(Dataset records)
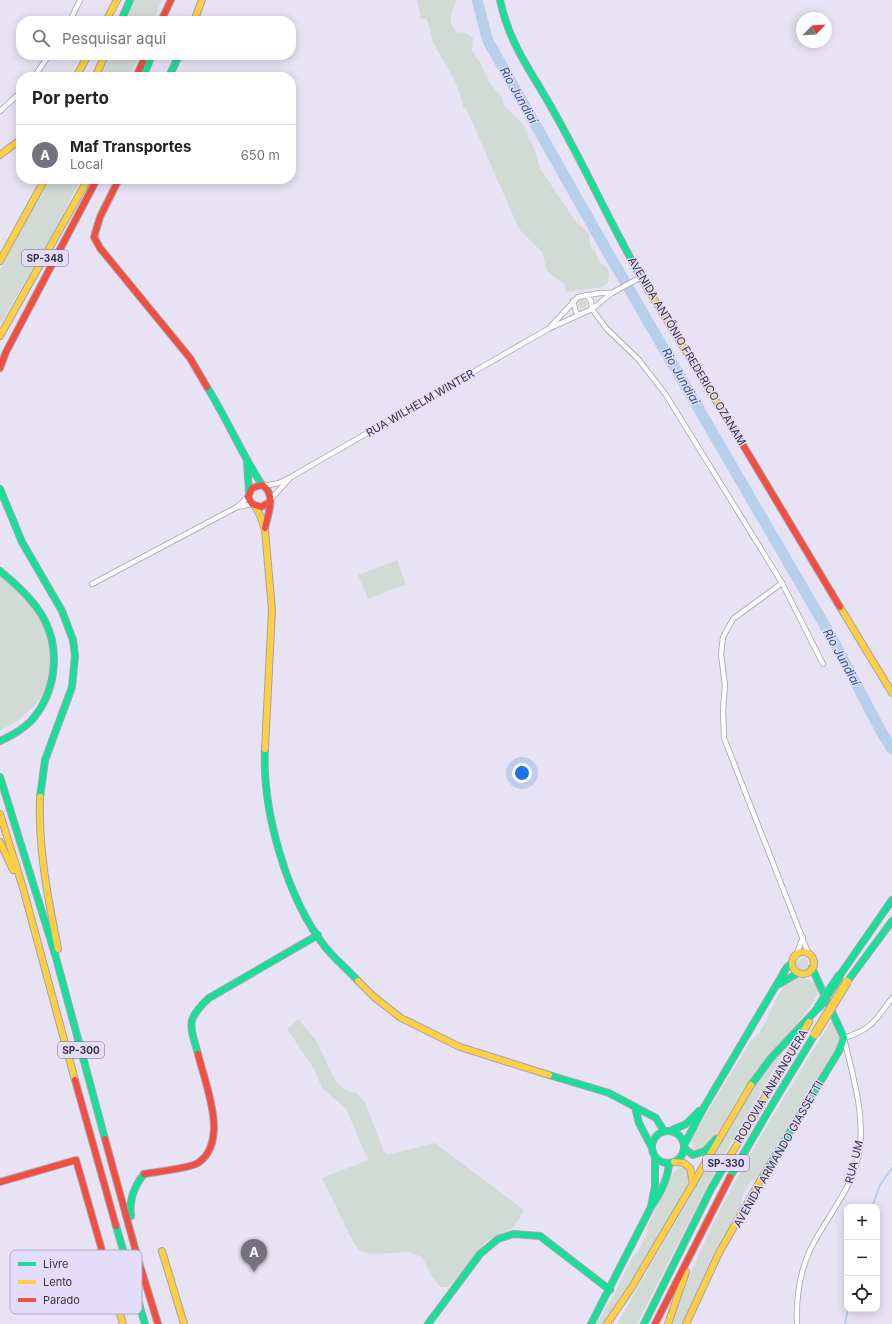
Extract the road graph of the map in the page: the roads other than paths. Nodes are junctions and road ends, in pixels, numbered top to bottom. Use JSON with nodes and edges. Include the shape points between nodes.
{"nodes":[{"id":1,"x":80,"y":0,"type":"edge"},
{"id":2,"x":117,"y":0,"type":"edge"},
{"id":3,"x":130,"y":0,"type":"edge"},
{"id":4,"x":171,"y":0,"type":"edge"},
{"id":5,"x":202,"y":0,"type":"edge"},
{"id":6,"x":500,"y":0,"type":"edge"},
{"id":7,"x":72,"y":16,"type":"edge"},
{"id":8,"x":109,"y":16,"type":"edge"},
{"id":9,"x":123,"y":16,"type":"edge"},
{"id":10,"x":163,"y":16,"type":"edge"},
{"id":11,"x":167,"y":16,"type":"edge"},
{"id":12,"x":196,"y":16,"type":"edge"},
{"id":13,"x":46,"y":60,"type":"edge"},
{"id":14,"x":85,"y":60,"type":"edge"},
{"id":15,"x":103,"y":60,"type":"edge"},
{"id":16,"x":144,"y":60,"type":"edge"},
{"id":17,"x":150,"y":60,"type":"edge"},
{"id":18,"x":177,"y":60,"type":"edge"},
{"id":19,"x":37,"y":72,"type":"edge"},
{"id":20,"x":79,"y":72,"type":"edge"},
{"id":21,"x":97,"y":72,"type":"edge"},
{"id":22,"x":138,"y":72,"type":"edge"},
{"id":23,"x":145,"y":72,"type":"edge"},
{"id":24,"x":171,"y":72,"type":"edge"},
{"id":25,"x":16,"y":97,"type":"edge"},
{"id":26,"x":0,"y":111,"type":"edge"},
{"id":27,"x":16,"y":142,"type":"edge"},
{"id":28,"x":16,"y":144,"type":"edge"},
{"id":29,"x":0,"y":149,"type":"edge"},
{"id":30,"x":0,"y":155,"type":"edge"},
{"id":31,"x":42,"y":184,"type":"edge"},
{"id":32,"x":85,"y":184,"type":"edge"},
{"id":33,"x":94,"y":184,"type":"edge"},
{"id":34,"x":116,"y":184,"type":"edge"},
{"id":35,"x":0,"y":261,"type":"edge"},
{"id":36,"x":638,"y":279,"type":"junction"},
{"id":37,"x":614,"y":292,"type":"junction"},
{"id":38,"x":586,"y":295,"type":"junction"},
{"id":39,"x":572,"y":302,"type":"junction"},
{"id":40,"x":592,"y":309,"type":"junction"},
{"id":41,"x":579,"y":315,"type":"junction"},
{"id":42,"x":548,"y":329,"type":"junction"},
{"id":43,"x":0,"y":336,"type":"edge"},
{"id":44,"x":0,"y":368,"type":"edge"},
{"id":45,"x":247,"y":462,"type":"junction"},
{"id":46,"x":291,"y":477,"type":"junction"},
{"id":47,"x":263,"y":486,"type":"junction"},
{"id":48,"x":0,"y":489,"type":"edge"},
{"id":49,"x":251,"y":500,"type":"junction"},
{"id":50,"x":269,"y":501,"type":"junction"},
{"id":51,"x":237,"y":507,"type":"junction"},
{"id":52,"x":265,"y":530,"type":"junction"},
{"id":53,"x":0,"y":571,"type":"edge"},
{"id":54,"x":782,"y":583,"type":"junction"},
{"id":55,"x":92,"y":584,"type":"dead end"},
{"id":56,"x":822,"y":664,"type":"dead end"},
{"id":57,"x":892,"y":693,"type":"edge"},
{"id":58,"x":0,"y":741,"type":"edge"},
{"id":59,"x":0,"y":777,"type":"edge"},
{"id":60,"x":0,"y":814,"type":"edge"},
{"id":61,"x":0,"y":842,"type":"edge"},
{"id":62,"x":892,"y":900,"type":"edge"},
{"id":63,"x":892,"y":921,"type":"edge"},
{"id":64,"x":34,"y":926,"type":"junction"},
{"id":65,"x":318,"y":935,"type":"junction"},
{"id":66,"x":803,"y":938,"type":"junction"},
{"id":67,"x":809,"y":955,"type":"junction"},
{"id":68,"x":794,"y":959,"type":"junction"},
{"id":69,"x":812,"y":968,"type":"junction"},
{"id":70,"x":801,"y":973,"type":"junction"},
{"id":71,"x":820,"y":983,"type":"junction"},
{"id":72,"x":777,"y":985,"type":"junction"},
{"id":73,"x":892,"y":998,"type":"edge"},
{"id":74,"x":68,"y":1002,"type":"junction"},
{"id":75,"x":818,"y":1008,"type":"junction"},
{"id":76,"x":844,"y":1038,"type":"junction"},
{"id":77,"x":635,"y":1107,"type":"junction"},
{"id":78,"x":703,"y":1109,"type":"junction"},
{"id":79,"x":667,"y":1131,"type":"junction"},
{"id":80,"x":722,"y":1132,"type":"junction"},
{"id":81,"x":651,"y":1146,"type":"junction"},
{"id":82,"x":684,"y":1146,"type":"junction"},
{"id":83,"x":655,"y":1157,"type":"junction"},
{"id":84,"x":671,"y":1163,"type":"junction"},
{"id":85,"x":0,"y":1182,"type":"edge"},
{"id":86,"x":693,"y":1184,"type":"junction"},
{"id":87,"x":651,"y":1207,"type":"junction"},
{"id":88,"x":706,"y":1221,"type":"junction"},
{"id":89,"x":102,"y":1250,"type":"edge"},
{"id":90,"x":124,"y":1250,"type":"edge"},
{"id":91,"x":136,"y":1250,"type":"edge"},
{"id":92,"x":137,"y":1250,"type":"edge"},
{"id":93,"x":162,"y":1251,"type":"dead end"},
{"id":94,"x":142,"y":1272,"type":"edge"},
{"id":95,"x":632,"y":1287,"type":"junction"},
{"id":96,"x":610,"y":1290,"type":"junction"},
{"id":97,"x":120,"y":1314,"type":"edge"},
{"id":98,"x":142,"y":1314,"type":"edge"},
{"id":99,"x":123,"y":1324,"type":"edge"},
{"id":100,"x":145,"y":1324,"type":"edge"},
{"id":101,"x":158,"y":1324,"type":"edge"},
{"id":102,"x":184,"y":1324,"type":"edge"},
{"id":103,"x":428,"y":1324,"type":"edge"},
{"id":104,"x":591,"y":1324,"type":"edge"},
{"id":105,"x":607,"y":1324,"type":"edge"},
{"id":106,"x":611,"y":1324,"type":"edge"},
{"id":107,"x":644,"y":1324,"type":"edge"},
{"id":108,"x":655,"y":1324,"type":"edge"},
{"id":109,"x":668,"y":1324,"type":"edge"},
{"id":110,"x":686,"y":1324,"type":"edge"},
{"id":111,"x":797,"y":1324,"type":"edge"}],
"edges":[{"from":1,"to":7,"type":"street"},
{"from":2,"to":8,"type":"main road"},
{"from":3,"to":9,"type":"main road"},
{"from":4,"to":10,"type":"main road"},
{"from":4,"to":11,"type":"main road"},
{"from":5,"to":12,"type":"main road"},
{"from":6,"to":36,"type":"main road","name":"AVENIDA ANTÔNIO FREDERICO OZANAM","via":[[514,46],[555,114]]},
{"from":13,"to":19,"type":"street"},
{"from":14,"to":20,"type":"main road"},
{"from":15,"to":21,"type":"main road"},
{"from":16,"to":22,"type":"main road"},
{"from":17,"to":23,"type":"main road"},
{"from":18,"to":24,"type":"main road"},
{"from":25,"to":26,"type":"street"},
{"from":27,"to":29,"type":"main road"},
{"from":28,"to":30,"type":"main road"},
{"from":31,"to":35,"type":"main road","number":"SP-348"},
{"from":32,"to":43,"type":"main road","number":"SP-348"},
{"from":33,"to":44,"type":"main road"},
{"from":34,"to":45,"type":"main road","via":[[100,217],[94,237],[100,248],[190,358],[224,414]]},
{"from":36,"to":37,"type":"street"},
{"from":36,"to":57,"type":"main road","name":"AVENIDA ANTÔNIO FREDERICO OZANAM"},
{"from":37,"to":38,"type":"street"},
{"from":37,"to":40,"type":"street"},
{"from":38,"to":39,"type":"street"},
{"from":38,"to":40,"type":"street","via":[[591,301]]},
{"from":39,"to":41,"type":"street"},
{"from":39,"to":42,"type":"street"},
{"from":40,"to":41,"type":"street"},
{"from":40,"to":54,"type":"street","via":[[606,328],[639,360],[666,395]]},
{"from":41,"to":42,"type":"street"},
{"from":42,"to":46,"type":"street","name":"RUA WILHELM WINTER"},
{"from":45,"to":47,"type":"main road"},
{"from":45,"to":49,"type":"main road"},
{"from":46,"to":47,"type":"street","name":"RUA WILHELM WINTER","via":[[279,483]]},
{"from":46,"to":50,"type":"street","name":"RUA WILHELM WINTER"},
{"from":47,"to":49,"type":"main road","via":[[255,486]]},
{"from":47,"to":50,"type":"main road","via":[[270,492]]},
{"from":48,"to":74,"type":"main road","via":[[13,524],[62,611],[74,643],[75,679],[46,758],[39,807],[39,827],[49,905]]},
{"from":49,"to":50,"type":"main road","via":[[261,507]]},
{"from":49,"to":51,"type":"street"},
{"from":49,"to":51,"type":"street"},
{"from":49,"to":52,"type":"main road"},
{"from":50,"to":52,"type":"main road"},
{"from":51,"to":55,"type":"street"},
{"from":52,"to":65,"type":"main road","via":[[272,610],[266,758],[272,820],[279,851],[290,881]]},
{"from":53,"to":58,"type":"main road","via":[[22,591],[45,621],[52,638],[54,653],[53,680],[45,701],[31,721],[18,732]]},
{"from":54,"to":56,"type":"street"},
{"from":54,"to":66,"type":"street","via":[[733,619],[723,637],[721,654],[725,685],[724,738]]},
{"from":59,"to":74,"type":"main road","number":"SP-300","via":[[21,839]]},
{"from":60,"to":64,"type":"main road","number":"SP-300"},
{"from":61,"to":64,"type":"main road","via":[[11,863],[23,906]]},
{"from":62,"to":75,"type":"main road","name":"RODOVIA ANHANGUERA","number":"SP-330","bridge":true},
{"from":63,"to":88,"type":"main road","name":"RODOVIA ANHANGUERA","number":"SP-330","bridge":true,"via":[[847,982],[762,1120]]},
{"from":64,"to":90,"type":"main road","number":"SP-300"},
{"from":65,"to":77,"type":"main road","via":[[349,974],[401,1018],[460,1047],[609,1093]]},
{"from":65,"to":92,"type":"main road","via":[[209,998],[196,1010],[190,1024],[214,1120],[214,1138],[208,1153],[197,1164],[144,1174],[132,1192],[129,1203]]},
{"from":66,"to":67,"type":"street"},
{"from":66,"to":68,"type":"street"},
{"from":67,"to":68,"type":"main road","via":[[802,953]]},
{"from":67,"to":69,"type":"main road","via":[[813,960]]},
{"from":68,"to":70,"type":"main road","via":[[793,967]]},
{"from":68,"to":72,"type":"main road"},
{"from":69,"to":70,"type":"main road"},
{"from":69,"to":71,"type":"main road"},
{"from":70,"to":71,"type":"main road"},
{"from":70,"to":72,"type":"main road"},
{"from":71,"to":76,"type":"main road"},
{"from":72,"to":78,"type":"main road"},
{"from":73,"to":76,"type":"street","via":[[873,1024],[858,1034]]},
{"from":74,"to":91,"type":"main road","number":"SP-300"},
{"from":75,"to":80,"type":"main road","via":[[758,1075]]},
{"from":75,"to":107,"type":"main road","name":"RODOVIA ANHANGUERA","number":"SP-330","via":[[711,1189]]},
{"from":76,"to":110,"type":"main road","name":"AVENIDA ARMANDO GIASSETTI","via":[[839,1051],[771,1160]]},
{"from":76,"to":111,"type":"street","name":"RUA UM","via":[[861,1115],[860,1147],[848,1188],[811,1249],[801,1276],[796,1300]]},
{"from":77,"to":79,"type":"main road","via":[[656,1118]]},
{"from":77,"to":81,"type":"main road","via":[[639,1123]]},
{"from":78,"to":79,"type":"main road","via":[[686,1124]]},
{"from":78,"to":82,"type":"main road"},
{"from":79,"to":81,"type":"main road","via":[[655,1136]]},
{"from":79,"to":82,"type":"main road","via":[[679,1135]]},
{"from":80,"to":82,"type":"main road","via":[[701,1154],[694,1155]]},
{"from":80,"to":86,"type":"main road"},
{"from":81,"to":83,"type":"main road"},
{"from":82,"to":84,"type":"main road","via":[[682,1155]]},
{"from":83,"to":84,"type":"main road","via":[[664,1163]]},
{"from":83,"to":87,"type":"main road","via":[[655,1186]]},
{"from":84,"to":86,"type":"main road","via":[[681,1162],[690,1167]]},
{"from":84,"to":87,"type":"main road","via":[[657,1199]]},
{"from":85,"to":89,"type":"main road","via":[[76,1160]]},
{"from":86,"to":95,"type":"main road"},
{"from":87,"to":96,"type":"main road"},
{"from":88,"to":108,"type":"main road","name":"RODOVIA ANHANGUERA","number":"SP-330"},
{"from":88,"to":109,"type":"main road"},
{"from":93,"to":102,"type":"main road"},
{"from":94,"to":101,"type":"main road","number":"SP-300"},
{"from":95,"to":105,"type":"main road"},
{"from":95,"to":106,"type":"main road"},
{"from":96,"to":103,"type":"main road","via":[[540,1236],[508,1235],[490,1244]]},
{"from":96,"to":104,"type":"main road"},
{"from":97,"to":99,"type":"main road"},
{"from":98,"to":100,"type":"main road","number":"SP-300"}]}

Assigned task: Your answer must be one number: the count of lines in the entries that contain the string "nodes".

Answer to this task: 2